Data supplied |

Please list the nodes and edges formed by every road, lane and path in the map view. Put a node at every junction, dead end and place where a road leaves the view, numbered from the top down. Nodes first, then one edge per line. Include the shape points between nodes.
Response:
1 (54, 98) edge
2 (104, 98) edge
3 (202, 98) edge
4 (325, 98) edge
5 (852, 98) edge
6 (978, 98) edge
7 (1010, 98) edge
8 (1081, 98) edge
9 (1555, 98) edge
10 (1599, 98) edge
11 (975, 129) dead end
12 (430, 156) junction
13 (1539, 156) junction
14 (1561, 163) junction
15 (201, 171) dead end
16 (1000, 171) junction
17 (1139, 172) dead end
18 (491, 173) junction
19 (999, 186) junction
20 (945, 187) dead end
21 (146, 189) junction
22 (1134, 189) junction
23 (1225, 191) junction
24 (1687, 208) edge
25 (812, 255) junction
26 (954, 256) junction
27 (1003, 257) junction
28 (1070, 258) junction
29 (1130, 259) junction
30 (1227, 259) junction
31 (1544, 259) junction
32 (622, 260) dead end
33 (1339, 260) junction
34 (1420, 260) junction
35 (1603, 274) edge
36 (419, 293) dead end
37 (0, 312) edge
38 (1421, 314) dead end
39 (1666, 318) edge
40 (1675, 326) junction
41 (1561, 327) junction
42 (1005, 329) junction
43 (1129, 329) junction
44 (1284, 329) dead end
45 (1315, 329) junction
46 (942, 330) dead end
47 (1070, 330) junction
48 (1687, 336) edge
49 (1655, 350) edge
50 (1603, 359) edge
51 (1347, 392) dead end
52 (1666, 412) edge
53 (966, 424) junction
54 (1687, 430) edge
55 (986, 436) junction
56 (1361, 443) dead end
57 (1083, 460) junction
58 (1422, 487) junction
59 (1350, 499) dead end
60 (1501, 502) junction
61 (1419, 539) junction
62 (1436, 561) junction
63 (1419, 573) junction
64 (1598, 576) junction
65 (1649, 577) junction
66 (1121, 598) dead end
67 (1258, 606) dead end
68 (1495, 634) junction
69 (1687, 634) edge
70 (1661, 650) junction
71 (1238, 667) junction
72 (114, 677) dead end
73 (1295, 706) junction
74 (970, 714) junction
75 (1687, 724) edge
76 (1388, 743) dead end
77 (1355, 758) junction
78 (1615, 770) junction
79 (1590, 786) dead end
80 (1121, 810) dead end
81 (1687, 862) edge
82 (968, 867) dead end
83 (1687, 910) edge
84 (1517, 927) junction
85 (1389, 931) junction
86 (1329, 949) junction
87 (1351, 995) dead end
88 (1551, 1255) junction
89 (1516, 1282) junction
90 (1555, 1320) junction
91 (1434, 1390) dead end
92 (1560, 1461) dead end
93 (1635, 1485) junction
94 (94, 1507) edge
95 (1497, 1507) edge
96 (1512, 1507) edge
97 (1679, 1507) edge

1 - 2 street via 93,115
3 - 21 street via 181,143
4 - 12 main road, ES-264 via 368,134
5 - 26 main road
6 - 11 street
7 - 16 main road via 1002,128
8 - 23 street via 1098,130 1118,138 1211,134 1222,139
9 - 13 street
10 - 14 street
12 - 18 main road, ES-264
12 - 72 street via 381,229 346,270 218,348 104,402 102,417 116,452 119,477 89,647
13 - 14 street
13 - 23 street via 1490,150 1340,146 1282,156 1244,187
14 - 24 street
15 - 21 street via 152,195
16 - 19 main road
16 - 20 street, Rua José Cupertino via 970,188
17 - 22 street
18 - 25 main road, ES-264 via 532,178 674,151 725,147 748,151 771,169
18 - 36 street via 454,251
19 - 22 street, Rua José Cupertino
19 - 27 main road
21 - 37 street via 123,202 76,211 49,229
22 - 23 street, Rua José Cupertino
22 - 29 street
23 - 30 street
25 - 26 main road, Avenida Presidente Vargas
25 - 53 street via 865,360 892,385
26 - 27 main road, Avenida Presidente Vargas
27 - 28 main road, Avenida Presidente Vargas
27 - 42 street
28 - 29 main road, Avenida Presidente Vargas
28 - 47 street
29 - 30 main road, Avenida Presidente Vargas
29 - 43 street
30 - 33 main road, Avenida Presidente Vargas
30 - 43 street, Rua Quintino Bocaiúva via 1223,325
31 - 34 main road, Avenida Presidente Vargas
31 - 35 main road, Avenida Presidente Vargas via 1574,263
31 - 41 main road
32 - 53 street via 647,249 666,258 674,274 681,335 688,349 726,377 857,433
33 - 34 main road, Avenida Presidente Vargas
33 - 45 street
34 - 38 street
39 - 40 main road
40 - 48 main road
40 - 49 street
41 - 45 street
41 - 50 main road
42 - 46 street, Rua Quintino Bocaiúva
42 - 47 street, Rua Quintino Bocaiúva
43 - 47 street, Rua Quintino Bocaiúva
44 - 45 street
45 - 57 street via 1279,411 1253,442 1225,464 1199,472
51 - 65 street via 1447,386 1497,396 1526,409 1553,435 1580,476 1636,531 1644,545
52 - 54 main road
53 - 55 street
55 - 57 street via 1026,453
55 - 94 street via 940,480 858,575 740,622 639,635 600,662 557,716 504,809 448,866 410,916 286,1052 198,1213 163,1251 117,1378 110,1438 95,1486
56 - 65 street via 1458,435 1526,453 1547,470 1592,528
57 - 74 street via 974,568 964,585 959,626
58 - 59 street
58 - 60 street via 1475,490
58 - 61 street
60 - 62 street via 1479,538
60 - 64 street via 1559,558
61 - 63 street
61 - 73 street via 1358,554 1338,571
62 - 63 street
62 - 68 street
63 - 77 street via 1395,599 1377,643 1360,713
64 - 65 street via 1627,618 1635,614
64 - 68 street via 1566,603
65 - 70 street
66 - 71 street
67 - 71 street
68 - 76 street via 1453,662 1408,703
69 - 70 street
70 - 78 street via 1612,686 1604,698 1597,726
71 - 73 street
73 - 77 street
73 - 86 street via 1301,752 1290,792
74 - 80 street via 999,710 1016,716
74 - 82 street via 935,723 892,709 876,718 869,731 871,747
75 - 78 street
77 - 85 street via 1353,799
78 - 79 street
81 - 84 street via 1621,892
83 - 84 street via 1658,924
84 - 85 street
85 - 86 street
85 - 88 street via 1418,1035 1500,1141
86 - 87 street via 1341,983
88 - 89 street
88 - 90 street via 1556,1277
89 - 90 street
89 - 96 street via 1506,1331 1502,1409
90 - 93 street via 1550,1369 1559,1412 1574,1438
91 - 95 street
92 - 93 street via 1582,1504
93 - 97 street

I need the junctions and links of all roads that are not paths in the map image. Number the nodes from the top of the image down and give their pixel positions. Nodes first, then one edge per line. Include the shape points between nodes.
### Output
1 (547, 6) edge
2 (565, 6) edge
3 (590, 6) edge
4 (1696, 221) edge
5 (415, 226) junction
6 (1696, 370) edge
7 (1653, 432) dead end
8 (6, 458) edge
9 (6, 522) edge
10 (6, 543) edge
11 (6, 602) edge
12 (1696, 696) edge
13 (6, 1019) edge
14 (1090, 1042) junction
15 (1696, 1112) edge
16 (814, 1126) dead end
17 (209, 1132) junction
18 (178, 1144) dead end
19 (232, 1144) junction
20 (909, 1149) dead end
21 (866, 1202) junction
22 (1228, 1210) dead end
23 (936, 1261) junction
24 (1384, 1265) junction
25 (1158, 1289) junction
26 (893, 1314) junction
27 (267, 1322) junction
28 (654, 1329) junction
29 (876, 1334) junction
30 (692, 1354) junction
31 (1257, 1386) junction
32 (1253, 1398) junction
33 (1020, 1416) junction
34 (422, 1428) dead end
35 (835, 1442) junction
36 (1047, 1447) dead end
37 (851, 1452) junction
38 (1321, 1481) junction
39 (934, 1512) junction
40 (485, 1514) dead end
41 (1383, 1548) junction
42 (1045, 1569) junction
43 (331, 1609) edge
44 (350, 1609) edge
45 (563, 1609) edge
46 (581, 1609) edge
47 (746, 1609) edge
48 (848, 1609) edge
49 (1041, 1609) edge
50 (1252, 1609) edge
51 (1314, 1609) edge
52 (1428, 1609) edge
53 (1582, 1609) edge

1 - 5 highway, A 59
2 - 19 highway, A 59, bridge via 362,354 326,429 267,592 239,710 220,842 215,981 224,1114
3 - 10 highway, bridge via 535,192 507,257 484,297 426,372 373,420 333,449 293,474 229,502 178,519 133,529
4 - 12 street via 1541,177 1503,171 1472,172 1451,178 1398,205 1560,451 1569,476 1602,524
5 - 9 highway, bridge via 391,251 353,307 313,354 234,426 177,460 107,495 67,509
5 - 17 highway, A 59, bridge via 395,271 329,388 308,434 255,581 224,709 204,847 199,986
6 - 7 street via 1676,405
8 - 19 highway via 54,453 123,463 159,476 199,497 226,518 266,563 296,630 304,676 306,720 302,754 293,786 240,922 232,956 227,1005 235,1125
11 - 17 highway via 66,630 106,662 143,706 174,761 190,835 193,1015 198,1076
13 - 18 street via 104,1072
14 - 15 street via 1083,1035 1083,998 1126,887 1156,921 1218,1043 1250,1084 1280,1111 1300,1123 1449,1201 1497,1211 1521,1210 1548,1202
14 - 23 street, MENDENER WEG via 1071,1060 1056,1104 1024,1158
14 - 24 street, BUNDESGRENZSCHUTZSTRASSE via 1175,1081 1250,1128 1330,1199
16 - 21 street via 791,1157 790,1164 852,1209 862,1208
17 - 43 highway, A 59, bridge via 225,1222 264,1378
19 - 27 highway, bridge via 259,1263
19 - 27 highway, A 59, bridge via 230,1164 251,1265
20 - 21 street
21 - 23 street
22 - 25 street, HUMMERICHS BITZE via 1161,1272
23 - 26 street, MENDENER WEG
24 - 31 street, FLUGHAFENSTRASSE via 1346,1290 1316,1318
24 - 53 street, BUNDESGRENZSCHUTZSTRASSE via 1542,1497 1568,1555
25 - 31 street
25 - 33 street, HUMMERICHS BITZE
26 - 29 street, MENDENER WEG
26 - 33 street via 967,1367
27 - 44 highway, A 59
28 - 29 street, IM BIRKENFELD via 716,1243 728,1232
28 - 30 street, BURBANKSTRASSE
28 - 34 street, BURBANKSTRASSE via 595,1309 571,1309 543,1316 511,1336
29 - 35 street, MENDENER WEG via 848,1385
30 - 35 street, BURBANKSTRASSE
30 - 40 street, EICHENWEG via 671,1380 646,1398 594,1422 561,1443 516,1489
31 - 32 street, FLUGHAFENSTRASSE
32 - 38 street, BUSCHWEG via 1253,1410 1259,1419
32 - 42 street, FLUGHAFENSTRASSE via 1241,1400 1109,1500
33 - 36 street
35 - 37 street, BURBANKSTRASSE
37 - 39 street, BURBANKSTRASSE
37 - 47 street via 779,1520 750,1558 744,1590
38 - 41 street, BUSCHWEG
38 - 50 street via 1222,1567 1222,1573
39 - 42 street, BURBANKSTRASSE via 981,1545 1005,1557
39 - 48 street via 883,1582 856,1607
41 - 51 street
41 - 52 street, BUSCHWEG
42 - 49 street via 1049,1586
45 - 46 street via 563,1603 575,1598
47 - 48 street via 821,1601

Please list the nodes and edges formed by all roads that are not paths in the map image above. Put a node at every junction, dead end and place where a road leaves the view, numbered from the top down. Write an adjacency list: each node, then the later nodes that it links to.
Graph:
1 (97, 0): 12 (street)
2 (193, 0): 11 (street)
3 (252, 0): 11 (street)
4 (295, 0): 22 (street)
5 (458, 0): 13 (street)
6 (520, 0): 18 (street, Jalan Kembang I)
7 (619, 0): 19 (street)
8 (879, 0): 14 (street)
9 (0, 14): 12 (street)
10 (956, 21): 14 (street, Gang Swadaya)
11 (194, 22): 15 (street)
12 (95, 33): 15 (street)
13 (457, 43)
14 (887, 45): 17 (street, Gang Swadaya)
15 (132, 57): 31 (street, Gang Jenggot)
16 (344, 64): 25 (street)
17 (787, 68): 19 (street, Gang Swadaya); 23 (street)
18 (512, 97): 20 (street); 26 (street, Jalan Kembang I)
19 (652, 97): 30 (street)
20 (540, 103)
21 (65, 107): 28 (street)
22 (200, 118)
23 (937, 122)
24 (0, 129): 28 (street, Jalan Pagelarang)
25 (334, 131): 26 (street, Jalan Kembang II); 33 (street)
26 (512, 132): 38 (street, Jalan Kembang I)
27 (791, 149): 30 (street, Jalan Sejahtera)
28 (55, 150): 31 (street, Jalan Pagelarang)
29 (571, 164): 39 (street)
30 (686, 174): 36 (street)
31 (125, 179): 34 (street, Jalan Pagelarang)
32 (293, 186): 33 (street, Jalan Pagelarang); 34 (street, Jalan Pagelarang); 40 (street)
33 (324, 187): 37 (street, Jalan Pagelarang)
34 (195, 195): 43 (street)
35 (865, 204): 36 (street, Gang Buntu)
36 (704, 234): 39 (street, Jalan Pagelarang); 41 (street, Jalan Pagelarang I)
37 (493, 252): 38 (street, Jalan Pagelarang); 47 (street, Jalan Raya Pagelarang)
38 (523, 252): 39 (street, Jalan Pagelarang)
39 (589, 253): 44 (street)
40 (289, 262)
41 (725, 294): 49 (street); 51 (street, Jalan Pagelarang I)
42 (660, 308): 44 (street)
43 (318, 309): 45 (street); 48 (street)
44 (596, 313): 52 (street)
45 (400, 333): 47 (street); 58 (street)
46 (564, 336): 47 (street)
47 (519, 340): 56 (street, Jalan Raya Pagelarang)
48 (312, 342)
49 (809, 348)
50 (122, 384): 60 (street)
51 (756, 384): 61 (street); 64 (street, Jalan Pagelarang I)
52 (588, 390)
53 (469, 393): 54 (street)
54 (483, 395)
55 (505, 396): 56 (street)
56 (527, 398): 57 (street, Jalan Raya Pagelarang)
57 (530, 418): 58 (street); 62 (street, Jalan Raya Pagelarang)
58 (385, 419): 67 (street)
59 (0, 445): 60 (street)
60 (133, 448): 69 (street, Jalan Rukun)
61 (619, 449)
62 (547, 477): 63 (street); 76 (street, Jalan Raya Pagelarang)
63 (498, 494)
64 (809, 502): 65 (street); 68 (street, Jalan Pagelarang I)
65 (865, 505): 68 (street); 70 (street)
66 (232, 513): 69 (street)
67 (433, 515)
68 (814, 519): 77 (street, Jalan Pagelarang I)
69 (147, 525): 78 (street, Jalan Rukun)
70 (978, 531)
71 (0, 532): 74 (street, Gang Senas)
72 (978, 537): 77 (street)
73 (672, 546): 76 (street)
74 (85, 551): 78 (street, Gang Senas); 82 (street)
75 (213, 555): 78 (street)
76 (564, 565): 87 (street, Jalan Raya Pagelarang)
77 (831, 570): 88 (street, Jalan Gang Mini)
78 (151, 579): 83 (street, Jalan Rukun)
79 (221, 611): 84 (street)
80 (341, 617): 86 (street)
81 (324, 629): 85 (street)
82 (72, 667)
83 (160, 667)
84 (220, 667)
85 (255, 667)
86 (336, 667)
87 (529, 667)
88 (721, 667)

Directions for this task | Every line in the listing that holds "place" belongs in the answer.

Solution |
Please list the nodes and edges formed by every road, lane and path in the map view. Put a node at every junction, dead end and place where a road leaves the view, numbered from the top down. Nodes first, then one edge per line. Include the shape points between nodes.
Please list the nodes and edges formed by all roads that are not paths in the map image above. Put a node at every junction, dead end and place where a road leaves the view, numbered from the top down. Write an adjacency list: each node, then the later nodes that it links to.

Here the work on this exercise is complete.